Rosh Hashanah Source Sheet
Historically Rosh Hashanah is the time
of the Creation of Adam and Eve (according to Rabbi Eliezer – see source 9). It
was also on this date, while Moshe was on Mount Sinai praying for forgiveness
for the sin of the Golden Calf, that G-d’s Mercy was shown and He heard and
answered Moshe’s prayers. The days from Rosh Hashanah until Yom Kippur have
been set aside as days for forgiveness ever since.
The Torah, in describing Rosh Hashanah,
mentions only the sacrifices and the festival nature of the day, and the
blowing of the Shofar. The concept of judgment and ‘New Year’ does not appear
in the Torah, but is first explained in the Mishna.
This section of Nechemiah describes the return to Israel from Babylonian slavery. This was a new beginning for Israel and the Jews. The refugees who returned from exile were mainly poor, uneducated and many of them were intermarried. In this section Ezra inspires and educates the people to observe the mitzvot and divorce their non-Jewish wives. From this beginning the new Jewish state was created with the Second Temple as its focus. It is appropriate that this occurred on Rosh Hashanah, the time of Creation and new beginnings.

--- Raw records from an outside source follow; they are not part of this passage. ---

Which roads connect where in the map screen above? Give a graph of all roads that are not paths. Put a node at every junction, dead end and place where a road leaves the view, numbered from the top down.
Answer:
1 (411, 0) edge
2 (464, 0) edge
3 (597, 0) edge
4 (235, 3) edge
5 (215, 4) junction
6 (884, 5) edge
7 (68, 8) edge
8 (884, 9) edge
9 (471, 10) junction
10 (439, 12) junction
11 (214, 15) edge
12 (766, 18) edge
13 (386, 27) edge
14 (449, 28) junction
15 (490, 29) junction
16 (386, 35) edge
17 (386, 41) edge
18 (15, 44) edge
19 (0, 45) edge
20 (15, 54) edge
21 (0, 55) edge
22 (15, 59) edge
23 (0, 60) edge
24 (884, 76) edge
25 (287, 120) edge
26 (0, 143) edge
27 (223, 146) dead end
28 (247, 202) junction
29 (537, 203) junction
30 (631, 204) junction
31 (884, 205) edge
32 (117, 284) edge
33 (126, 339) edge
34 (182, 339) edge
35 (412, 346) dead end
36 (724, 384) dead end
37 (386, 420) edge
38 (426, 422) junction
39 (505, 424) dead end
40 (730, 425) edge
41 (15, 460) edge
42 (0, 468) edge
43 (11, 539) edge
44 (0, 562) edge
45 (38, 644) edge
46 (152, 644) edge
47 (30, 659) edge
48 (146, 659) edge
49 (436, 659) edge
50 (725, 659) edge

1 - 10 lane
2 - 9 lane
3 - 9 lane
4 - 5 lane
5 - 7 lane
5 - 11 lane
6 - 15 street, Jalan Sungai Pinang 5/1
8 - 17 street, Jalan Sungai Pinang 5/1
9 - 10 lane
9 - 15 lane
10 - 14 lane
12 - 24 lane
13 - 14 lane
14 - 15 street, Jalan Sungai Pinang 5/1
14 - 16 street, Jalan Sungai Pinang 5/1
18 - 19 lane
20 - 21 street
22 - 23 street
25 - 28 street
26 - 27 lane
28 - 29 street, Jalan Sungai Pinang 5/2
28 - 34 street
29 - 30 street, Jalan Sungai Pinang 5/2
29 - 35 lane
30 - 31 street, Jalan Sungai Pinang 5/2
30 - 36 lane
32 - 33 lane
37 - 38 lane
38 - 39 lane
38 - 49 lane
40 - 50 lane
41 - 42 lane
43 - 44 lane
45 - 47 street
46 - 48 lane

Rosh Hashanah is one of several New
Years that have halachic (Jewish legal) significance. It seems that there is no
direct connection between the ‘New Year’ of Rosh Hashanah and its significance
as ‘Day of Judgment.’ (There does not necessarily have to be any connection
between the two. For example the New Year for trees is on 15th Shevat
but the Day of Judgment for trees is on Shavuot). According to the Mishna, Rosh
Hashanah is the New Year for agricultural and seasonal reasons rather than
because it was the day of Creation.
The Mishna describes the four annual
Days of Judgment. How these relate and connect to the final judgment after a
person’s death or the judgment of the world at the end of days, (or even the
relationship between judgment for crops and the judgment for the people who eat
those crops) is beyond the scope of this source sheet.

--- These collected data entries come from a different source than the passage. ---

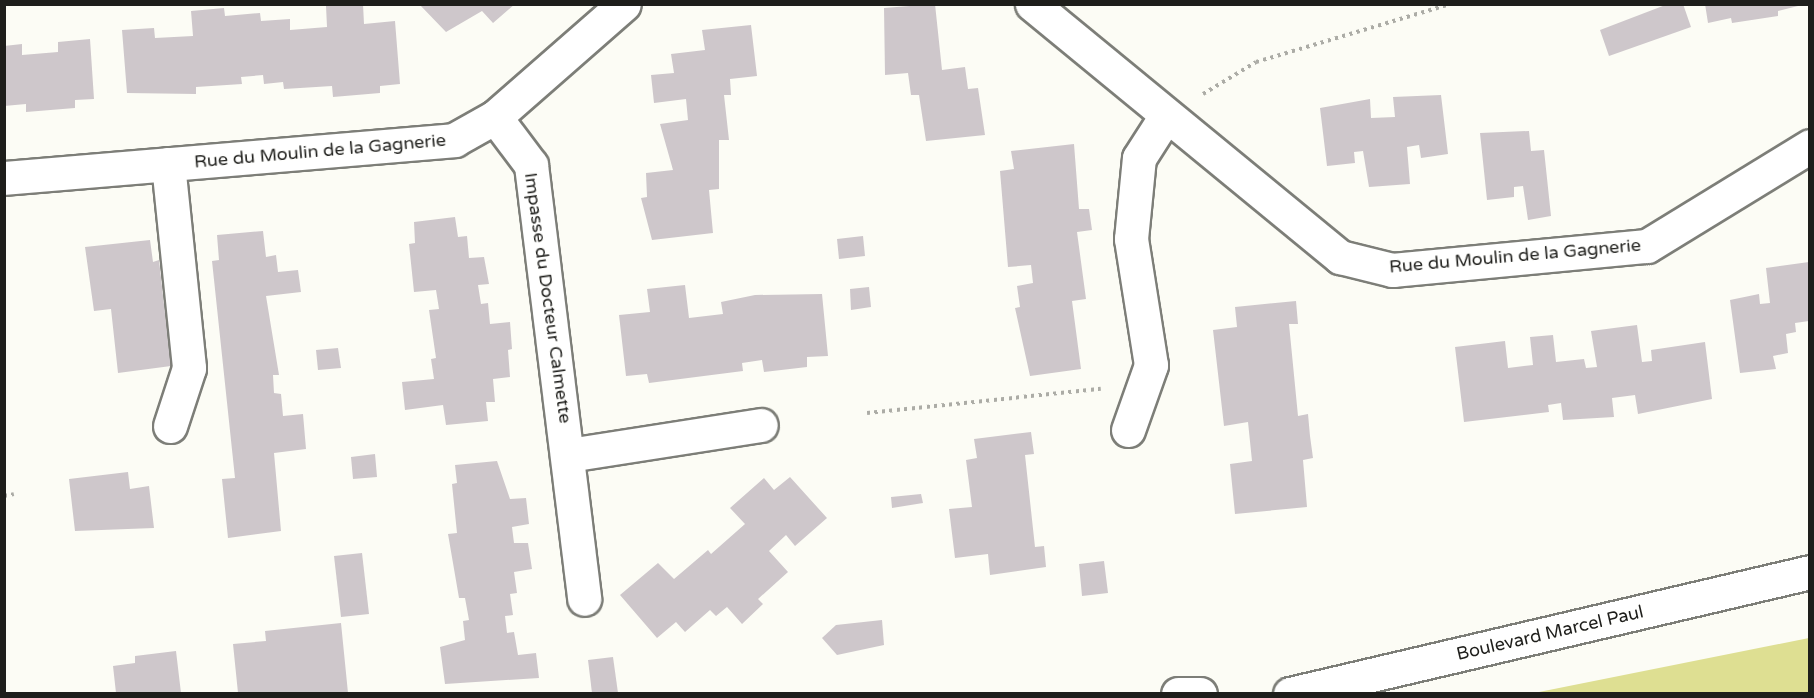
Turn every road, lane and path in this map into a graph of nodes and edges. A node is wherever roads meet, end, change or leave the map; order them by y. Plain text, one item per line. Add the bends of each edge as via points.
1 (624, 4) edge
2 (1032, 4) edge
3 (1450, 4) edge
4 (1166, 116) junction
5 (495, 117) junction
6 (1809, 146) edge
7 (168, 164) junction
8 (4, 178) edge
9 (1144, 384) junction
10 (867, 414) dead end
11 (761, 425) dead end
12 (170, 426) dead end
13 (1128, 430) dead end
14 (569, 455) junction
15 (14, 494) dead end
16 (4, 496) edge
17 (1809, 572) edge
18 (585, 599) dead end
19 (1178, 693) edge
20 (1200, 693) edge
21 (1290, 693) edge

1 - 5 street, Rue du Moulin de la Gagnerie
2 - 4 street, Rue du Moulin de la Gagnerie
3 - 4 path via 1256,62
4 - 6 street, Rue du Moulin de la Gagnerie via 1340,257 1392,270 1647,246
4 - 9 street via 1139,158 1131,239 1151,365
5 - 7 street, Rue du Moulin de la Gagnerie via 454,140
5 - 14 street, Impasse du Docteur Calmette via 531,165
7 - 8 street, Rue du Moulin de la Gagnerie
7 - 12 street via 189,368
9 - 10 path
9 - 13 street
11 - 14 street
14 - 18 street, Impasse du Docteur Calmette
15 - 16 path
17 - 21 street, Boulevard Marcel Paul
19 - 20 street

On each of these days of judgment we
give offerings (in the Temple). On Passover, the Omer of barley (crops). On
Shavuot, the Two Loaves of wheat, considered similar to a tree in Talmudic
literature. On Succot there is a special water offering poured on the altar
(symbolizing rain) as well as rituals with willow branches, which require large
quantities of water to grow.
On Rosh Hashanah we offer our lives (our
breath) with the Shofar blasts.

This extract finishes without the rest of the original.